UrlsController/README.md

1.7 KiB

UrlsController

The Controller's Application receives requests coming from the Workers , constructs an assignments-list with data received from a database and returns the list to the workers.
Then, it receives the "WorkerReports", it requests the full-texts from the workers, in batches, and uploads them on the S3-Object-Store.
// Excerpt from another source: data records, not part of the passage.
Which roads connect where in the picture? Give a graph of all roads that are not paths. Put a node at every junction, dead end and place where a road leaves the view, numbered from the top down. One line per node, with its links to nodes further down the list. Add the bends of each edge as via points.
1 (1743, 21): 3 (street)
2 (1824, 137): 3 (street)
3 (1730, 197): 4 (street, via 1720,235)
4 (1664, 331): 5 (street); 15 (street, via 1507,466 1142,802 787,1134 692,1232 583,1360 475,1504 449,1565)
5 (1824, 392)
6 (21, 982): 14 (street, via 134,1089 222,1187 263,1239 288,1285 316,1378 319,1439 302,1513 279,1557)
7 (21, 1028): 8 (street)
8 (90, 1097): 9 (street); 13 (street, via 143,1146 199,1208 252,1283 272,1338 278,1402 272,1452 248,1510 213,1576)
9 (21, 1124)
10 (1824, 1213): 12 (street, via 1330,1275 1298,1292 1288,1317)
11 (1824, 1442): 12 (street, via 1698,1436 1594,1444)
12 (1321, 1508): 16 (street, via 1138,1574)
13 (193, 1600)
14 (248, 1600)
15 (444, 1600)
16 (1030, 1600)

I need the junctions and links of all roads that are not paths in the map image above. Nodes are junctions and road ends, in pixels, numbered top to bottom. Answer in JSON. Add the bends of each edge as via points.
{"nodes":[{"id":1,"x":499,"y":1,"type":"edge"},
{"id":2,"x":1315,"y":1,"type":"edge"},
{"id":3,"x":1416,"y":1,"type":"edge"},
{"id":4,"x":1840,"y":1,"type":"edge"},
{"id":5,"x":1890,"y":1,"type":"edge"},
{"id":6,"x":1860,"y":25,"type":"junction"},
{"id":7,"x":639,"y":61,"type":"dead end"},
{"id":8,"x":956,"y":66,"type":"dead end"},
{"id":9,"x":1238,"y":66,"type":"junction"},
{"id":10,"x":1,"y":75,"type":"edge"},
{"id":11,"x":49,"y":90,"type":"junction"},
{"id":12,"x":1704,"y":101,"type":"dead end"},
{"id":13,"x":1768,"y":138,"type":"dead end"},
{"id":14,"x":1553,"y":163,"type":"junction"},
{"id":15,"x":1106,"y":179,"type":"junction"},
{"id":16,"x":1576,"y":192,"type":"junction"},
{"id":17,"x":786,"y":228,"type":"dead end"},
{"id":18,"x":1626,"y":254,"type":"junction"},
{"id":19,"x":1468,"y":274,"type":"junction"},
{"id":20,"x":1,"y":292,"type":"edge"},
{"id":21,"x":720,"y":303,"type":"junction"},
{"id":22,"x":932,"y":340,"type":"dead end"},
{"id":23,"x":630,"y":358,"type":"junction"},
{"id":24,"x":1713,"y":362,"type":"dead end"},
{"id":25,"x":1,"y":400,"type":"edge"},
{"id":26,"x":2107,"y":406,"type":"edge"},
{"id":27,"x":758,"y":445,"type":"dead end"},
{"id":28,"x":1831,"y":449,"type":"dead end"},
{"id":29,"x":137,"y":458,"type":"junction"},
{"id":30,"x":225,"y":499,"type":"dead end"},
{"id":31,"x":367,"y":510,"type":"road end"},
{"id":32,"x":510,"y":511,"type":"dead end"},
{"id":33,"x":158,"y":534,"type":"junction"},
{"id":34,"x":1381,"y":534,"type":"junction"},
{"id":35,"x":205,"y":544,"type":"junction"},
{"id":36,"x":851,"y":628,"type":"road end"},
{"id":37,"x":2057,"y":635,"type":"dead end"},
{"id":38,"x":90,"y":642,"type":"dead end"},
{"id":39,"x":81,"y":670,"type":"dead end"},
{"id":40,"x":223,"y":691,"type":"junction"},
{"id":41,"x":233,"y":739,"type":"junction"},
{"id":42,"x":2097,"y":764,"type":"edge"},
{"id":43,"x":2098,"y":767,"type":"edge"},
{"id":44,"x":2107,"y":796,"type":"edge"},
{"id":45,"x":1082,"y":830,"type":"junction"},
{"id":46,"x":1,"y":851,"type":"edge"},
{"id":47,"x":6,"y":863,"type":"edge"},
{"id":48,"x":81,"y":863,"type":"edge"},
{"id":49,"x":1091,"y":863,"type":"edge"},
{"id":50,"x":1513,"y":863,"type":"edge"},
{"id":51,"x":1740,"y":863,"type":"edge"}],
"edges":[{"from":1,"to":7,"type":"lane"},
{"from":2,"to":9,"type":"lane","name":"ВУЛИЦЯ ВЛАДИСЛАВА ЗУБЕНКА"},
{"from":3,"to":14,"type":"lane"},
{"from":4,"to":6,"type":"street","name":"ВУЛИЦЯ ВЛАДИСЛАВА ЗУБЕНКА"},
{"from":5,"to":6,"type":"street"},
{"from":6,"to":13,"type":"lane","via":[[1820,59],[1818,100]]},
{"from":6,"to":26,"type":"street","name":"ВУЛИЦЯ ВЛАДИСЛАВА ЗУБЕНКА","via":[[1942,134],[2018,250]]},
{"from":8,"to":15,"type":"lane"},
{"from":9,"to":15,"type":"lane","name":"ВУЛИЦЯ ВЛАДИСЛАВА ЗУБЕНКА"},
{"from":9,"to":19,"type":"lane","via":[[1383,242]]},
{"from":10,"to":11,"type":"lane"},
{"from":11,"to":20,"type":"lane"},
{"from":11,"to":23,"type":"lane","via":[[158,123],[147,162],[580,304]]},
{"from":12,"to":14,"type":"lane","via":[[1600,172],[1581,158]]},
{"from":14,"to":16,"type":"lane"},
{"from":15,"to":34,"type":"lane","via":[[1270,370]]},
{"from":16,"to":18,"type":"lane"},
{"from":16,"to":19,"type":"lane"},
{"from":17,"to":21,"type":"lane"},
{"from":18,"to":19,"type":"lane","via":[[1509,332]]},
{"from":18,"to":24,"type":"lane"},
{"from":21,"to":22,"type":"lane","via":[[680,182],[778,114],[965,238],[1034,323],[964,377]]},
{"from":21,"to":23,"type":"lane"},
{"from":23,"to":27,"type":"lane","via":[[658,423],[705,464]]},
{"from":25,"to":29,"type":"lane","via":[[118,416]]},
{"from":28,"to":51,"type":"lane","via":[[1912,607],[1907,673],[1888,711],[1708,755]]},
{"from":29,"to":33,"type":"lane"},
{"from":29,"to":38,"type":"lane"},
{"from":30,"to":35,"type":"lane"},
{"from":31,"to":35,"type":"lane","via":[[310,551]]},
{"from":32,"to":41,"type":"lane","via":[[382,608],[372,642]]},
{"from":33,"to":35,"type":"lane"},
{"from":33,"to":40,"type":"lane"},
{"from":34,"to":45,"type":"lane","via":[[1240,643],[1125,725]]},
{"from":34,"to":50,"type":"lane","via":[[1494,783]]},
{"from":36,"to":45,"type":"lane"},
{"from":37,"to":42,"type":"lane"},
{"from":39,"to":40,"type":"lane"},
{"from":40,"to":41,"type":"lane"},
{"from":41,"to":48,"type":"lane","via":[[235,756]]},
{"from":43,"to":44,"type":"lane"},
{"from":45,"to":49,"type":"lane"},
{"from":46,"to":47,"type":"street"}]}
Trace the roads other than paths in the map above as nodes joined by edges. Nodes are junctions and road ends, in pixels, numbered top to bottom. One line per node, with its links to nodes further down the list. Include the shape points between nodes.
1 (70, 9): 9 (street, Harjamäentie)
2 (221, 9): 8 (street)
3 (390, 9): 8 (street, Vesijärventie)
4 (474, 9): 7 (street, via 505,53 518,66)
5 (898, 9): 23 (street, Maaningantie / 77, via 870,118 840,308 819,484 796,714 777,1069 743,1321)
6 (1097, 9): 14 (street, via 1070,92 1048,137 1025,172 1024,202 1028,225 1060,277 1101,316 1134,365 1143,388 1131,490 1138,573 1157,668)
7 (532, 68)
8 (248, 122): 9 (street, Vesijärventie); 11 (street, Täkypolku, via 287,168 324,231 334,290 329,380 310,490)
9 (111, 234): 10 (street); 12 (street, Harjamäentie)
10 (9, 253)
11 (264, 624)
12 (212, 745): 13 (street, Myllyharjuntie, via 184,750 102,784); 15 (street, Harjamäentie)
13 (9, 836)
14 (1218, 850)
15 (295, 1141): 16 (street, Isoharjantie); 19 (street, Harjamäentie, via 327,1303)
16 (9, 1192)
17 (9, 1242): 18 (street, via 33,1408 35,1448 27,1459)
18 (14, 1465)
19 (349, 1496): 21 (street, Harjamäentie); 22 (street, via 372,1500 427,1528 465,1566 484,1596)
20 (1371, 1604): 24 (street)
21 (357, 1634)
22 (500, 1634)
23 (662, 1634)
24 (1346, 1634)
Finally, it writes the related reports, along with the updated file-locations into the database.
The database used is the Impala.

Statistics API:

  • "getNumberOfPayloads" endpoint: http://IP:PORT/api/stats/getNumberOfPayloads
  • "getNumberOfRecordsInspected" endpoint: http://IP:PORT/api/stats/getNumberOfRecordsInspected

To install and run the application:

  • Run git clone and then cd UrlsController.
  • Set the preferable values inside the application.properties file.
  • Execute the installAndRun.sh script which builds and runs the app.
    If you want to just run the app, then run the script with the argument "1": ./installAndRun.sh 1.
    If you want to build and run the app on a Docker Container, then run the script with the argument "0" followed by the argument "1": ./installAndRun.sh 0 1.

Implementation notes:

  • For transferring the full-text files, we use Facebook's Zstandard compression algorithm, which brings very big benefits in compression rate and speed.
  • The names of the uploaded full-text files ae of the following form: "datasourceID/recordId::fileHash.pdf"